Maybe his up-in-the-air future with the Orioles has nothing to do with his present struggles. Maybe it's all technical, a result of problems with location and pitch counts or whatever.

Then again, maybe not.

Maybe the uncertainty is harming Mussina's season, and thus, the Orioles' season, as well.

Maybe the Orioles' failure to lock up their ace to a contract extension is causing more problems than anyone envisioned.

Mussina would never agree; he's a pro's pro renowned for being prepared, focused and mentally tough. Immune to distractions, basically.

But at the risk of committing amateur psychology, it can happen without the player even being aware of it.

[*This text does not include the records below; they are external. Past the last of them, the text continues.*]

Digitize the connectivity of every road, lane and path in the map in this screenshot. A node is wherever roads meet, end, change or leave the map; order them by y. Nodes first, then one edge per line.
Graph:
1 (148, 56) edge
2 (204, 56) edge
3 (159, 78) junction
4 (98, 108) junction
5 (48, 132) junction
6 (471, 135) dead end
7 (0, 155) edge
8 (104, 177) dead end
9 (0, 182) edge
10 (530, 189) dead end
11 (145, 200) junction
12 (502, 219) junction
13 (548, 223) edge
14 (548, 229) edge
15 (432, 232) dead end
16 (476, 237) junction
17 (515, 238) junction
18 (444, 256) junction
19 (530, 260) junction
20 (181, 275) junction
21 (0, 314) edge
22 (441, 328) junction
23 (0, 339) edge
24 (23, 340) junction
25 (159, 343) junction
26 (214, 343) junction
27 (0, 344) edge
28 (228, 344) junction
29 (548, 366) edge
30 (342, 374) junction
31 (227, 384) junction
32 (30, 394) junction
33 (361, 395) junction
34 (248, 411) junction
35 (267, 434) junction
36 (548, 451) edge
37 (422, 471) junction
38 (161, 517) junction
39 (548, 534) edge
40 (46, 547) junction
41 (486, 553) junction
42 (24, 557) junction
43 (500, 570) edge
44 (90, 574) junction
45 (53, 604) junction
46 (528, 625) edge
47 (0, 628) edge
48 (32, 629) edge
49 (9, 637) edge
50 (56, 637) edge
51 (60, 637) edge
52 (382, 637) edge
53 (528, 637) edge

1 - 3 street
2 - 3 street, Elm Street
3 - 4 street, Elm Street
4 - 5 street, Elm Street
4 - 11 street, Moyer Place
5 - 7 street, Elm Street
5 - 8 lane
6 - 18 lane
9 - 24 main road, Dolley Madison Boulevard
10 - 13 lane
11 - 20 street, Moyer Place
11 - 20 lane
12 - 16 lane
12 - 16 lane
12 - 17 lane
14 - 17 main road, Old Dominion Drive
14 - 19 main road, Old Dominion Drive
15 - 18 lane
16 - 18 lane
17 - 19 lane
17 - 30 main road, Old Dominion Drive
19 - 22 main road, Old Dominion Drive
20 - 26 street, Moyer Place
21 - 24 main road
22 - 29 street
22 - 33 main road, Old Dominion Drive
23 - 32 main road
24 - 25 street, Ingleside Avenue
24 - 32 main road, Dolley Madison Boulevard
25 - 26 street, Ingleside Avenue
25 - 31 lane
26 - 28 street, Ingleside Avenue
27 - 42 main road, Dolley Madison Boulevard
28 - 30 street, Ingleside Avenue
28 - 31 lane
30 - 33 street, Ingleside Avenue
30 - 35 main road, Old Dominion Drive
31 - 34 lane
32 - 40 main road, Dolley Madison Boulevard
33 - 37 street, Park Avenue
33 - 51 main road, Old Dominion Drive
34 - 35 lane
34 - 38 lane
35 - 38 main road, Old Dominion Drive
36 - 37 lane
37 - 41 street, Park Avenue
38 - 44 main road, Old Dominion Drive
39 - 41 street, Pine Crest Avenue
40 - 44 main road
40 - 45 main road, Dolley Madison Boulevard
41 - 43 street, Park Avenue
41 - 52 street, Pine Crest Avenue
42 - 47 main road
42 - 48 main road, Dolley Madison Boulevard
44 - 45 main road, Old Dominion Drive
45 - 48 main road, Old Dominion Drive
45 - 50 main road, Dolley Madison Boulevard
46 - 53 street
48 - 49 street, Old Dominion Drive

Remember when Mickey Tettleton became a local hero in 1989 and struck out so many times a year later, with his contract up, that the Orioles traded him to Detroit?

"Looking back, the contract stuff was a concern," Tettleton said later. (P.S.: He went on to hit 171 homers for Detroit and Texas over the next seven seasons. )

Maybe Mussina's uncertain status is more of a problem, subliminally or otherwise, than even he realizes.

Remember, he's a creature of routine, a small-town guy who likes what's familiar and comfortable.

Wondering if he might be pitching for the Indians next year isn't familiar and comfortable.

Granted, more players tend to respond 180 degrees differently, delivering big in the last year of their old contract to make sure their new contract is even better. It's called increasing your leverage, an old baseball fundamental you don't hear much about.

But Mussina doesn't need any more leverage. He already has more than enough, courtesy of the second-highest career winning percentage among active right-handers with at least 50 decisions..

That's kind of the problem, actually. For almost a decade now, Mussina, 31, has taken the ball every fifth day and pitched about as consistently and effectively as any major-leaguer, and in a homer-happy home park, no less. ("I never knew how awful pitching in Camden Yards was until I left," former Orioles closer Gregg Olson said recently.)

Then, the last time his contract was up, he accepted a below-market deal because, he said, he "couldn't imagine pitching anywhere else."

That's the kind of loyal soldiering, on and off the field, that warrants a big contract in return. Mussina deserves it not just for what he already has done, but also for what he's going to do, current woes notwithstanding.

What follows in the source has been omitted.